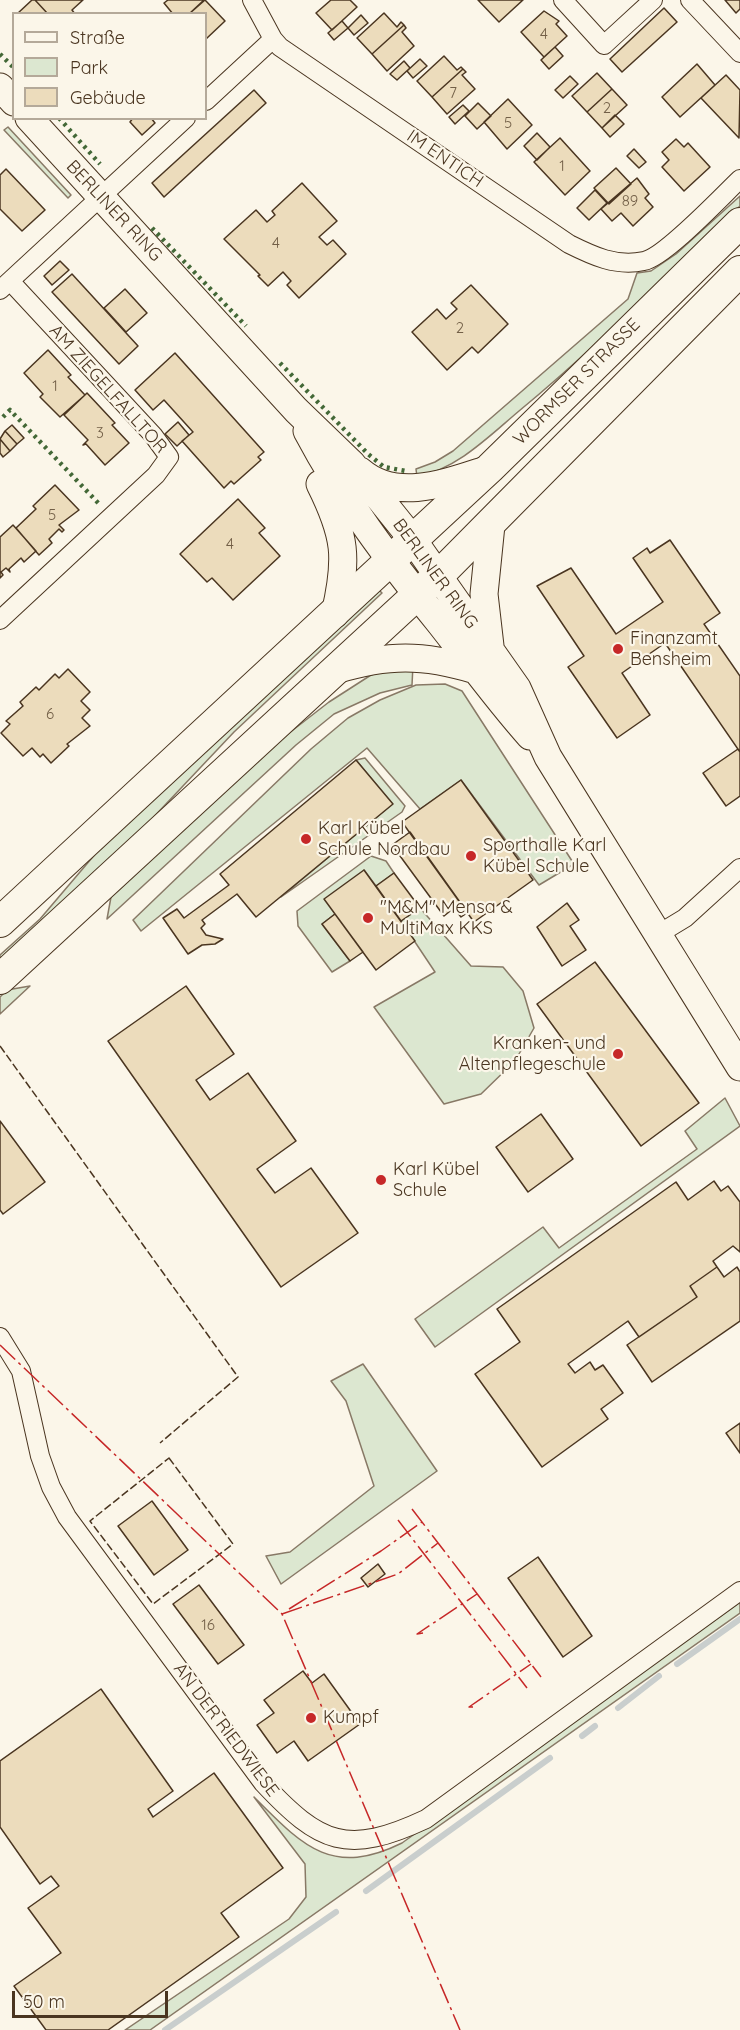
<!DOCTYPE html>
<meta charset="utf-8">
<style>
body{margin:0}
#map{position:relative;width:740px;height:2030px;overflow:hidden;background:#fbf6e9;font-family:Quicksand,sans-serif}
canvas{display:block}
.legend{position:absolute;left:12px;top:12px;width:195px;height:108px;box-sizing:border-box;background:#fbf6e9;border:2px solid #b4a999;margin:0;padding:8px 10px;list-style:none;font-size:18px;color:#4a3520}
.legend li{display:flex;align-items:center;gap:12px;height:30px}
.legend b{width:30px;border:2px solid #b4a999}
.scale{position:absolute;left:12px;top:1991px;width:156px;height:27px;box-sizing:border-box;border:3px solid #4a3520;border-top:0;padding-left:8px;font-size:18px;line-height:21px;white-space:nowrap;color:#4a3520;-webkit-text-stroke:4px #fbf6e9;paint-order:stroke}
</style>
<div id="map">
<canvas width="740" height="2030"></canvas>
<ul class="legend">
<li><b style="height:8px;background:#fbf6e9"></b>Straße</li>
<li><b style="height:16px;background:#dce7d0"></b>Park</li>
<li><b style="height:16px;background:#ecdcbc"></b>Gebäude</li>
</ul>
<div class="scale">50 m</div>
</div>
<script>
const ctx = document.querySelector('canvas').getContext('2d');
ctx.lineJoin = 'round';
function paint(path, color) {
  ctx.fillStyle = color;
  ctx.fill(path, 'evenodd');
}
function stroke(path, color, width, dash) {
  ctx.strokeStyle = color;
  ctx.lineWidth = width;
  ctx.lineCap = dash ? 'butt' : 'round';
  ctx.setLineDash(dash || []);
  ctx.stroke(path);
}
function write(font, color, halo, rows, align = 'center') {
  ctx.font = font + ' Quicksand,sans-serif';
  ctx.lineWidth = 4.5;
  ctx.setLineDash([]);
  ctx.textBaseline = 'middle';
  ctx.strokeStyle = halo;
  ctx.fillStyle = color;
  for (const [text, x, y, turn = 0] of rows) {
    ctx.save();
    ctx.translate(x, y);
    ctx.rotate((+turn || 0) * Math.PI / 180);
    ctx.textAlign = isNaN(turn) ? turn : align;
    if (halo) ctx.strokeText(text, 0, 0);
    ctx.fillText(text, 0, 0);
    ctx.restore();
  }
}
const green = new Path2D(`
 M8,127l63,68 -3,3 -64,-68z
 M740,196v10c-73,69 -143,141 -221,205 -32,27 -61,57 -102,66l-1,-8 19,-7 18,-11 175,-152 9,-26 14,-2 25,-17z
 M379,590l3,3 -148,139 -103,109 -131,121v-7l40,-36 57,-67z
 M413,665l-1,20 -32,8 -46,21 -38,31 -189,174 4,-22 155,-146 63,-49 42,-27 28,-9z
 M445,684l17,7 112,173 -35,21 -78,-105 -41,29 -53,-61 -226,183 -8,-11 178,-171 37,-31 32,-18 36,-15z
 M365,758l40,48 -3,6 -121,85 111,-93 -36,-44z
 M371,856l15,5 8,12 -18,13 -12,-16 -29,44 -13,10 28,37 -18,11 -34,-46 -1,-15z
 M420,908l51,58 32,1 20,24 11,37 -19,33 -34,33 -37,10 -70,-97 61,-35 -34,-51z
 M30,986l-30,28v-17l7,-7z
 M725,1098l15,28 -305,221 -20,-28 128,-92 16,21 138,-99 -12,-18z
 M363,1364l74,107 -156,113 -15,-28 24,-4 84,-66 -28,-85 -15,-20z
 M740,1602v11l-590,417h-25l164,-111 17,-22 -1,-33 -51,-67c48,48 77,81 148,46z`);
paint(green, '#dce7d0');
stroke(green, '#887966', 1.5);
stroke(new Path2D(`
 M677,1664l63,-45
 M618,1708l41,-32
 M582,1736l13,-10
 M366,1891l184,-133
 M165,2030l171,-118`), '#c9cecd', 6);
const building = new Path2D(`
 M32,0h3l13,14h-31z
 M35,0h48l-11,10 3,4h-27z
 M168,0h36l-15,14h-16l-9,-11z
 M205,0l20,21 -19,18v-25h-17z
 M331,0h19l7,7 -25,23 -16,-17z
 M478,0h45l-24,22z
 M725,0h15v9l-4,4z
 M664,8l13,14 -55,50 -12,-13z
 M544,11l15,10 -3,3 11,12 -23,21 -23,-25z
 M384,13l13,14 4,-5 3,3 -32,29 -15,-16z
 M361,15l7,8 -14,12 -6,-7z
 M342,21l6,7 -14,12 -6,-7z
 M404,25l2,3 -4,4 12,14 -27,25 -15,-17z
 M555,47l8,9 -14,13 -8,-9z
 M444,56l13,14 4,-3 2,2 -31,28 -15,-16z
 M420,59l7,7 -14,12 -6,-7z
 M404,61l6,7 -13,12 -7,-6z
 M697,64l18,21 -35,32 -18,-20z
 M463,69l3,3 -4,3 13,14 -28,25 -15,-17z
 M597,73l15,16 -25,23 -15,-16z
 M726,75l14,15 -1,48 -38,-40z
 M570,76l8,8 -15,14 -8,-8z
 M612,89l15,16 -25,23 -15,-16z
 M254,90l12,13 -102,94 -12,-14z
 M508,99l24,26 -25,24 -23,-27z
 M478,103l13,13 -14,13 -12,-13z
 M463,105l6,6 -14,13 -6,-7z
 M615,115l9,9 -14,13 -8,-9z
 M133,118h18l4,5 -13,12 -12,-13z
 M537,133l13,14 -13,13 -13,-14z
 M560,138l30,33 -25,24 -31,-33z
 M676,139l8,8 4,-4 22,24 -26,24 -22,-24 7,-7 -7,-8z
 M634,149l12,13 -7,6 -12,-12z
 M616,168l15,16 -22,20 -15,-16z
 M6,169l39,41 -23,21 -22,-22v-34z
 M637,178l12,16 -4,4 8,9 -20,19 -12,-13 -9,8 -11,-12z
 M302,183l35,38 -18,16 8,8 6,-5 13,14 -47,44 -12,-13 4,-4 -8,-9 -15,14 -10,-10 2,-1 -36,-36 32,-29 11,12 8,-7 -3,-4z
 M595,190l12,13 -18,17 -12,-12z
 M60,261l9,9 -17,15 -8,-9z
 M72,274l66,72 -19,18 -67,-72z
 M471,285l37,39 -30,29 -6,-6 -25,23 -35,-38 25,-23 9,10 11,-10 -6,-6z
 M125,289l22,24 -21,19 -22,-24z
 M48,350l23,25 -3,2 17,18 -25,22 -20,-20 3,-3 -19,-21z
 M175,353l89,99 -6,5 3,3 -27,24 -3,-3 -7,7 -42,-47 11,-9 -29,-32 -11,10 -18,-20z
 M87,393l28,30 -3,2 17,18 -24,22 -19,-21 -3,1 5,-5 -24,-25z
 M178,422l11,13 -12,11 -12,-12z
 M12,425l12,13 -7,6 -12,-13z
 M5,431l12,13 -7,7 -10,-12z
 M0,439l10,12 -7,6 -3,-4z
 M55,485l24,25 -20,15 5,5 -2,2 -3,-3 -10,10 3,4 -13,12 -23,-27 20,-19 -3,-3z
 M238,499l27,29 -6,5 21,23 -47,44 -21,-22 -5,4 -27,-28z
 M13,525l23,26 -12,11 -3,-4 -12,11 1,3 -4,-4 -5,4 2,3 -3,3v-41z
 M670,540l50,73 -16,11 36,52v76l-75,-109 -43,30 28,42 -33,23 -49,-71 16,-11 -47,-70 34,-18 45,66 47,-32 -30,-44 14,-10 3,5z
 M68,669l22,23 -9,9 9,9 -8,8 8,8 -23,18 2,2 -18,17 -8,-9 -3,3 -8,-9 -9,8 -22,-23 9,-9 -4,-3 17,-15 -3,-4 16,-15 3,3 16,-16 4,4z
 M738,749l2,3v44l-14,10 -23,-33z
 M356,760l37,44 -137,113 -19,-23 -35,26 3,4 -4,4 5,7 17,4 -8,5 -13,1 -14,9 -25,-36 14,-9 7,9 45,-33 -9,-11z
 M461,780l72,100 -59,42 -72,-100z
 M410,832l57,80 -3,3 -3,2 -7,-9 -10,8 -52,-71z
 M364,870l51,71 -39,29 -52,-71z
 M394,873l26,35 -19,13 -25,-35z
 M567,903l12,17 -9,6 16,24 -24,16 -25,-39z
 M335,914l28,38 -13,9 -28,-37z
 M595,962l104,141 -58,43 -104,-142z
 M186,986l48,68 -38,26 14,20 38,-27 48,68 -39,28 18,24 36,-25 47,65 -77,54 -173,-246z
 M541,1114l32,45 -45,33 -32,-45z
 M0,1121l45,61 -42,32 -3,-4z
 M714,1181l7,10 7,-5 12,16v50l-7,-6 -20,15 4,6 -27,19 7,11 -58,40 -11,-16 -60,43 7,9 15,-11 5,8 8,-5 20,28 -22,16 7,10 -66,48 -67,-93 45,-32 -23,-33 179,-127 12,18z
 M717,1267l7,10 13,-10 3,5v49l-88,61 -25,-37 70,-48 -7,-11z
 M740,1423v30l-14,-20z
 M152,1501l36,49 -34,25 -36,-49z
 M538,1557l54,79 -29,21 -55,-79z
 M378,1564l7,10 -17,13 -7,-9z
 M199,1585l45,60 -26,19 -45,-60z
 M303,1671l9,12 12,-9 36,50 -52,37 -14,-20 -17,12 -20,-28 17,-12 -10,-13z
 M101,1689l72,102 -25,18 5,8 61,-44 69,95 -62,45 18,24 -131,93h-62l-32,-44 47,-33 -33,-45 31,-22 -8,-10 -11,8 -40,-57v-66z`);
paint(building, '#ecdcbc');
stroke(building, '#4a3520', 1.5);
const street = new Path2D(`
 M252,0l21,39
 M563,0l41,45 49,-45
 M690,0l50,53
 M206,101l67,-62 7,8 289,197c24,12 47,23 75,17 21,-4 78,-65 96,-82
 M0,290l186,-172
 M0,620l156,-145 13,-18 -16,-22 -143,-154
 M657,935l28,-17 55,-50
 M0,1337l21,34 19,85 11,31 16,30 196,266c57,61 84,73 163,36l314,-228`);
const secondary = new Path2D(`
 M0,87l14,15
 M29,118l267,292 56,54 61,76 104,148 31,69 192,310
 M307,431c37,70 82,129 132,191 30,38 58,77 91,114
 M360,471c37,32 88,11 129,-2
 M320,484c26,52 28,74 15,130
 M490,646l-6,-52 7,-69
 M335,670c53,-16 88,-16 141,0`);
const primary = new Path2D(`
 M0,922l490,-454 250,-245
 M0,979l445,-410 295,-298`);
stroke(street, '#4a3520', 20);
stroke(secondary, '#4a3520', 29);
stroke(primary, '#4a3520', 32);
stroke(street, '#fbf6e9', 18);
stroke(secondary, '#fbf6e9', 27);
stroke(primary, '#fbf6e9', 30);
stroke(new Path2D(`
 M0,54l14,14
 M59,118l41,46
 M152,228l94,98
 M280,363l88,91 16,13 22,4
 M3,417l7,-7 91,96`), '#436837', 4.5, [3, 4.5]);
stroke(new Path2D(`
 M0,1046l238,331 -78,66
 M169,1458l64,86 -80,60 -63,-83z`), '#4a3520', 1.5, [8, 3]);
stroke(new Path2D(`
 M0,1345l282,269 178,416
 M412,1509l129,168
 M398,1520l129,168
 M289,1609l92,-58 41,-29
 M282,1614l116,-40 40,-31
 M423,1633l-6,1 60,-40
 M473,1707h-4l62,-43`), '#c62828', 1.5, [21, 4.5, 3, 4.5]);
for (const [x, y, r, color] of [
 [618,649,6,"#c62828"],
 [306,839,6,"#c62828"],
 [471,856,6,"#c62828"],
 [368,918,6,"#c62828"],
 [618,1054,6,"#c62828"],
 [381,1180,6,"#c62828"],
 [311,1718,6,"#c62828"]
]) {
  const dot = new Path2D();
  dot.arc(x, y, r, 0, 2 * Math.PI);
  ctx.fillStyle = color;
  ctx.fill(dot);
  stroke(dot, '#fbf6e9', 2);
}
write('15px', '#725f47', null, [
 ["4",544,34],
 ["7",453,93],
 ["2",607,108],
 ["5",508,123],
 ["1",562,166],
 ["89",630,201],
 ["4",276,243],
 ["2",460,328],
 ["1",55,386],
 ["3",100,433],
 ["5",52,515],
 ["4",230,544],
 ["6",50,714],
 ["16",208,1625]
]);
write('18px', '#4a3520', '#fbf6e9', [
 ["IM ENTICH",445,159,34],
 ["BERLINER RING",114,211,47],
 ["WORMSER STRASSE",577,382,-45],
 ["AM ZIEGELFALLTOR",108,389,48],
 ["BERLINER RING",435,574,54],
 ["AN DER RIEDWIESE",226,1730,53]
]);
write('18px', '#4a3520', '#fbf6e9', [
 ["Finanzamt",630,639],
 ["Bensheim",630,660],
 ["Karl Kübel",318,829],
 ["Schule Nordbau",318,850],
 ["Sporthalle Karl",483,846],
 ["Kübel Schule",483,867],
 ["\"M&M\" Mensa &",380,908],
 ["MultiMax KKS",380,929],
 ["Kranken- und",606,1044,"right"],
 ["Altenpflegeschule",606,1065,"right"],
 ["Karl Kübel",393,1170],
 ["Schule",393,1191],
 ["Kumpf",323,1718]
], 'left');
</script>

################

**PROBLEM TO WORK ON:** Give only the lines from the one holding "M595,190l12,13 -18,17 -12,-12z" through the one holding "M394,873l26,35 -19,13 -25,-35z", each restated exactly as it appears above.

**WRITTEN ANSWER:**
 M595,190l12,13 -18,17 -12,-12z
 M60,261l9,9 -17,15 -8,-9z
 M72,274l66,72 -19,18 -67,-72z
 M471,285l37,39 -30,29 -6,-6 -25,23 -35,-38 25,-23 9,10 11,-10 -6,-6z
 M125,289l22,24 -21,19 -22,-24z
 M48,350l23,25 -3,2 17,18 -25,22 -20,-20 3,-3 -19,-21z
 M175,353l89,99 -6,5 3,3 -27,24 -3,-3 -7,7 -42,-47 11,-9 -29,-32 -11,10 -18,-20z
 M87,393l28,30 -3,2 17,18 -24,22 -19,-21 -3,1 5,-5 -24,-25z
 M178,422l11,13 -12,11 -12,-12z
 M12,425l12,13 -7,6 -12,-13z
 M5,431l12,13 -7,7 -10,-12z
 M0,439l10,12 -7,6 -3,-4z
 M55,485l24,25 -20,15 5,5 -2,2 -3,-3 -10,10 3,4 -13,12 -23,-27 20,-19 -3,-3z
 M238,499l27,29 -6,5 21,23 -47,44 -21,-22 -5,4 -27,-28z
 M13,525l23,26 -12,11 -3,-4 -12,11 1,3 -4,-4 -5,4 2,3 -3,3v-41z
 M670,540l50,73 -16,11 36,52v76l-75,-109 -43,30 28,42 -33,23 -49,-71 16,-11 -47,-70 34,-18 45,66 47,-32 -30,-44 14,-10 3,5z
 M68,669l22,23 -9,9 9,9 -8,8 8,8 -23,18 2,2 -18,17 -8,-9 -3,3 -8,-9 -9,8 -22,-23 9,-9 -4,-3 17,-15 -3,-4 16,-15 3,3 16,-16 4,4z
 M738,749l2,3v44l-14,10 -23,-33z
 M356,760l37,44 -137,113 -19,-23 -35,26 3,4 -4,4 5,7 17,4 -8,5 -13,1 -14,9 -25,-36 14,-9 7,9 45,-33 -9,-11z
 M461,780l72,100 -59,42 -72,-100z
 M410,832l57,80 -3,3 -3,2 -7,-9 -10,8 -52,-71z
 M364,870l51,71 -39,29 -52,-71z
 M394,873l26,35 -19,13 -25,-35z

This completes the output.